OSA unit for inputting a size ofConvolving the image of (2) to obtain a size ofIs a picture of (1);

a YOLO detection layer for outputting a size of the OSA unitA vehicle detection image including a complete vehicle rectangular frame is obtained.

3. The method for tracking a highway monitoring video cross-mirror vehicle according to claim 1, wherein the multi-target tracking model comprises a motion prediction unit and a depth appearance feature extraction unit:

4. The method for highway monitoring video cross-mirror vehicle tracking according to claim 3, wherein establishing a vehicle information database according to the vehicle tracking result specifically comprises: and storing the vehicle detection image and the vehicle track into a database based on the camera number and the vehicle ID to obtain a vehicle information database.

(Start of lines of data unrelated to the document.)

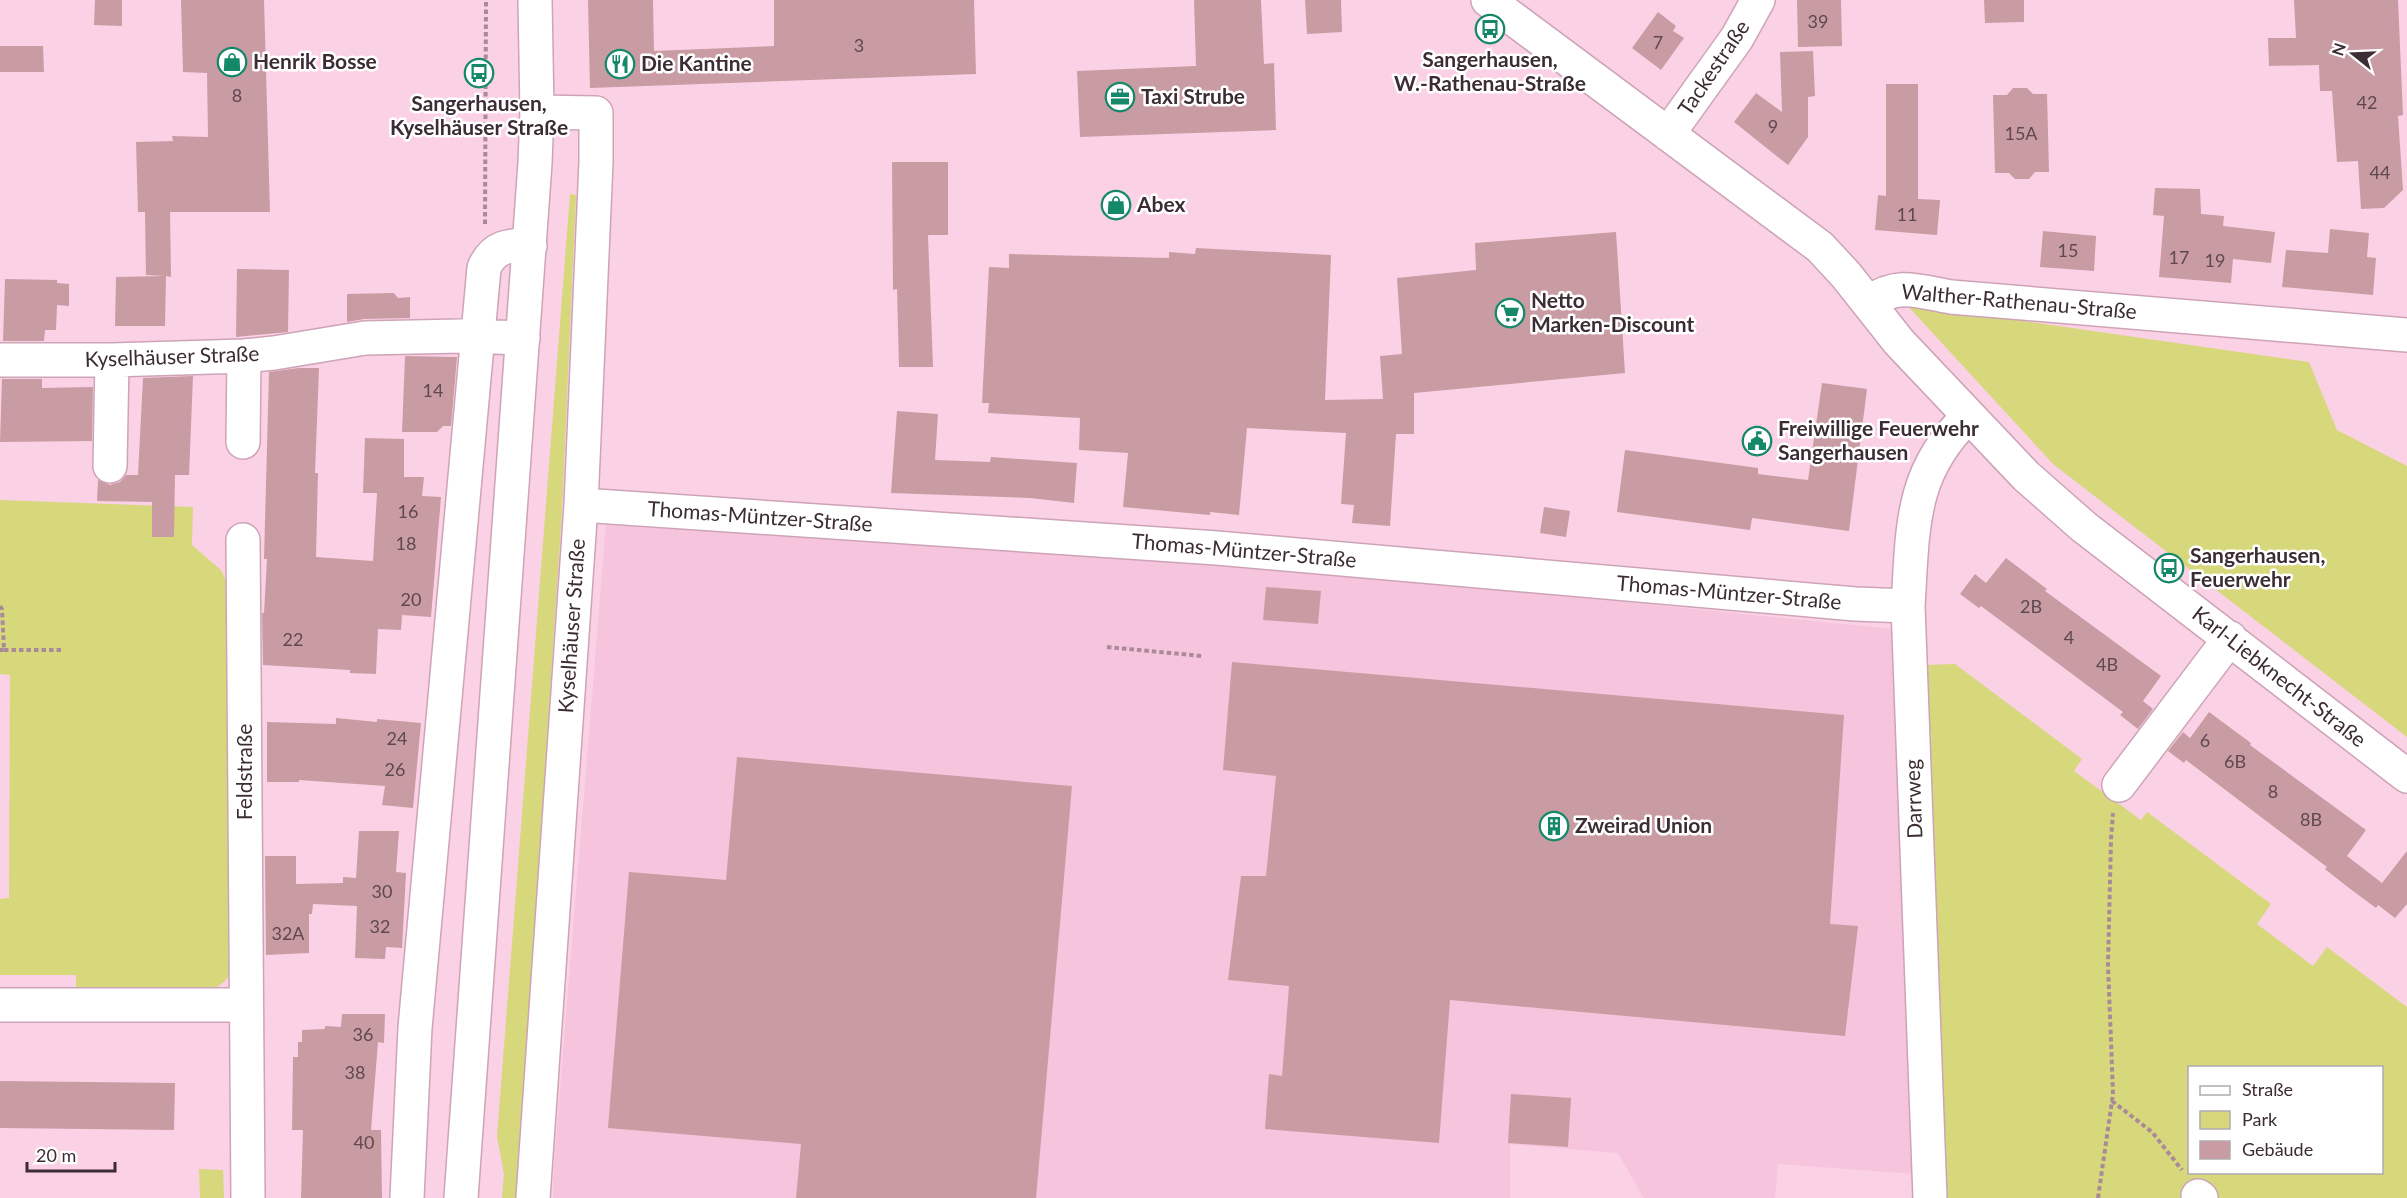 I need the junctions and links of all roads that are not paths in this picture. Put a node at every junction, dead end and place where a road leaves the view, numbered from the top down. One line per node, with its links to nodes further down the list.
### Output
1 (535, 0): 4 (street)
2 (1488, 0): 5 (street)
3 (1758, 0): 5 (street, Tackestraße)
4 (537, 112): 6 (street); 17 (street, Kyselhäuser Straße)
5 (1668, 135): 7 (street)
6 (530, 246): 9 (street); 10 (street)
7 (1869, 302): 8 (street, Walther-Rathenau-Straße); 14 (street, Karl-Liebknecht-Straße)
8 (2407, 335)
9 (478, 336): 10 (street, Kyselhäuser Straße); 11 (street, Kyselhäuser Straße); 26 (street)
10 (523, 338): 27 (street)
11 (244, 356): 13 (street, Kyselhäuser Straße); 15 (street)
12 (0, 360): 13 (street, Kyselhäuser Straße)
13 (112, 360): 16 (street)
14 (1969, 416): 19 (street, Darrweg); 20 (street, Karl-Liebknecht-Straße)
15 (243, 442)
16 (110, 466)
17 (581, 505): 19 (street, Thomas-Müntzer-Straße); 28 (street, Kyselhäuser Straße)
18 (243, 540): 24 (street, Feldstraße)
19 (1908, 606): 29 (street, Darrweg)
20 (2230, 638): 21 (street, Karl-Liebknecht-Straße); 22 (street)
21 (2407, 776)
22 (2119, 785)
23 (0, 1005): 24 (street)
24 (246, 1005): 25 (street, Feldstraße)
25 (248, 1198)
26 (407, 1198)
27 (461, 1198)
28 (533, 1198)
29 (1930, 1198) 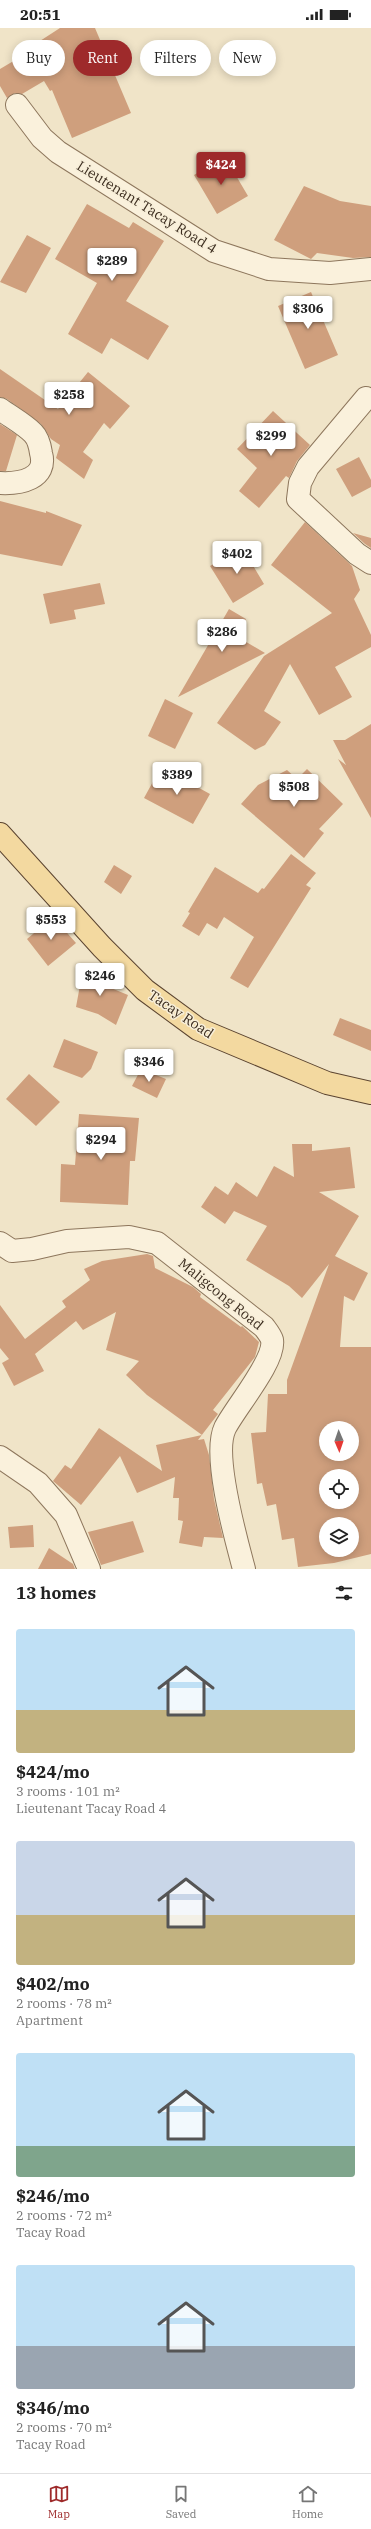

5. A highway monitoring video cross-mirror vehicle tracking system, comprising:

the motion trail obtaining module is used for intercepting a target vehicle image according to a certain vehicle detection image corresponding to any camera number in the vehicle information database, matching the target vehicle according to the vehicle information database, and splicing to obtain a motion trail based on the obtained corresponding target vehicle so as to realize cross-mirror tracking;

the motion trail obtaining module executes the following procedures:

acquiring a certain vehicle detection image corresponding to the camera number in the vehicle information database, and intercepting a target vehicle image;

based on the depth feature matrix of the target vehicle image and the depth feature matrix of a certain vehicle detection image corresponding to the number of other cameras, obtaining the cosine similarity distance of the vehicle in the certain vehicle detection image corresponding to the number of other cameras by utilizing a re-identification network;

6. The highway monitoring video cross-mirror vehicle tracking system of claim 5, wherein the detection module comprises a feature extraction network layer and a YOLO detection layer; wherein the feature extraction network layer comprises a stem unit and an OSA unit;

7. The highway monitoring video cross-mirror vehicle tracking system of claim 6, wherein the tracking module comprises a motion prediction unit and a depth appearance feature extraction unit:

8. The expressway surveillance video cross-mirror vehicle tracking system of claim 7, wherein said vehicle information database acquisition module stores vehicle detection images and vehicle trajectories to a database according to camera numbers and vehicle IDs to obtain a vehicle information database.